O médico Marcos Villela Pedras Polonia reforça a importância de um exame acessível e rápido para prevenir danos sérios: a densitometria óssea. “Detectar a perda de massa óssea antes das fraturas é o primeiro passo para garantir envelhecimento saudável e autonomia na maturidade”, afirma.

Segundo a Organização Mundial da Saúde, uma em cada três mulheres e um em cada cinco homens acima dos 50 anos sofrerão fratura por fragilidade ao longo da vida. No Brasil, estima-se que mais de 10 milhões de pessoas convivam com algum grau de perda de massa óssea — muitas sem diagnóstico.

Como funciona o exame

A densitometria mede a quantidade de minerais nos ossos e indica se há perda leve (osteopenia) ou significativa (osteoporose). É feita por um aparelho que usa um tipo de raio X de baixa dose para avaliar regiões como coluna, quadril e, às vezes, o antebraço. O médico destaca: “O procedimento é rápido, indolor e não invasivo”.

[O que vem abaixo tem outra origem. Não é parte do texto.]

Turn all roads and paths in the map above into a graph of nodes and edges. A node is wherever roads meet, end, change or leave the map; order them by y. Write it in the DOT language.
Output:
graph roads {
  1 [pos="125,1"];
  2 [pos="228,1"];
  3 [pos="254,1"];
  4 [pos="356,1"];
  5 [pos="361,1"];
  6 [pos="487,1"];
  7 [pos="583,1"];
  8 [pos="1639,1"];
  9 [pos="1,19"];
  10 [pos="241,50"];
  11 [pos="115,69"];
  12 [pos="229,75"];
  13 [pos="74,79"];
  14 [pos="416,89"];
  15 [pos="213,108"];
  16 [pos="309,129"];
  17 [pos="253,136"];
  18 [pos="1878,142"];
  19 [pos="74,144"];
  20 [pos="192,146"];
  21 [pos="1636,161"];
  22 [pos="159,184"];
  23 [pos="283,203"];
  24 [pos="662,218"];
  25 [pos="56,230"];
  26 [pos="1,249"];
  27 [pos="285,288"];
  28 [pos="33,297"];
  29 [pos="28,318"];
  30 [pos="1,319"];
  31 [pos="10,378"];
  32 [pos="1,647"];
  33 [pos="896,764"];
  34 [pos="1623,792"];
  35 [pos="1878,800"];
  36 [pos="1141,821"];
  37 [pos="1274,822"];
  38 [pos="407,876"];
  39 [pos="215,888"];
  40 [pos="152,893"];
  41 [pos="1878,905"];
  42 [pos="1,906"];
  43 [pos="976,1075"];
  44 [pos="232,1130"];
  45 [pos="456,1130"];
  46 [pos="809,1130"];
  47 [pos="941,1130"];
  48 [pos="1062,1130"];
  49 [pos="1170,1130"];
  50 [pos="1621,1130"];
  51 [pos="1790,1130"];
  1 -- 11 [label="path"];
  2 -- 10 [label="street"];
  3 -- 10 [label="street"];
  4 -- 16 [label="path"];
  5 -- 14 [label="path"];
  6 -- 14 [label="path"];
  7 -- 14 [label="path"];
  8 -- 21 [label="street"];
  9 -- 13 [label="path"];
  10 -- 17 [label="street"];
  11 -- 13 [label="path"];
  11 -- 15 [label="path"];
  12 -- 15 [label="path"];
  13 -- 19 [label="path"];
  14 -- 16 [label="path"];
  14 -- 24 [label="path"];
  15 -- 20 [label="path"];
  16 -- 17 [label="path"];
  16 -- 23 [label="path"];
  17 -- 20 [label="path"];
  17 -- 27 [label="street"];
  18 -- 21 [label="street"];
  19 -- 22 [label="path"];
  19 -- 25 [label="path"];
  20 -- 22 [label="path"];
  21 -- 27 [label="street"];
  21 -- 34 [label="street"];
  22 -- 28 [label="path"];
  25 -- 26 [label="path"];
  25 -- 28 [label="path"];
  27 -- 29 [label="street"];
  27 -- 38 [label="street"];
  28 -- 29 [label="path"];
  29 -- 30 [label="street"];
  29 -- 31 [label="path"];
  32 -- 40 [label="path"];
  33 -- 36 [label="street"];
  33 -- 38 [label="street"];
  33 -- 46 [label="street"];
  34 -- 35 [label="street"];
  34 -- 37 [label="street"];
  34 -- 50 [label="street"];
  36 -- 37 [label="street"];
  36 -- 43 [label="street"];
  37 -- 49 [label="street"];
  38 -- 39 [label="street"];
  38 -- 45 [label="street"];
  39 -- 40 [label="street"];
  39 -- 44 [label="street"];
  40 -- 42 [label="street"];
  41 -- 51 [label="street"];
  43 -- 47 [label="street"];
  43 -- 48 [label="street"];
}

Além disso, a tecnologia emprega “uma dose muito baixa de radiação — menor do que a de uma radiografia comum”, com resultados emitidos em poucos minutos.

Quem deve fazer

De acordo com Polonia, a Sociedade Brasileira de Densitometria Clínica e Osteometabolismo recomenda o exame para mulheres a partir dos 65 anos e homens a partir dos 70. A avaliação também é indicada antes disso quando há fatores de risco, especialmente para mulheres acima dos 40 (na transição da menopausa) e homens a partir dos 50.

  • Menopausa precoce
  • Histórico familiar de osteoporose
  • Uso prolongado de corticoides
  • Tabagismo e consumo excessivo de álcool
  • Doenças que dificultam a absorção de cálcio, como hipertireoidismo e doença celíaca

Prevenção e acompanhamento contínuo

A osteoporose costuma ser silenciosa até que surjam as primeiras fraturas, muitas vezes no quadril, na coluna ou no punho — eventos que podem causar perda de mobilidade, dependência e até aumentar o risco de mortalidade em idosos. “A densitometria óssea permite agir antes que isso aconteça, identificando precocemente os pacientes que precisam de intervenção”, explica o médico.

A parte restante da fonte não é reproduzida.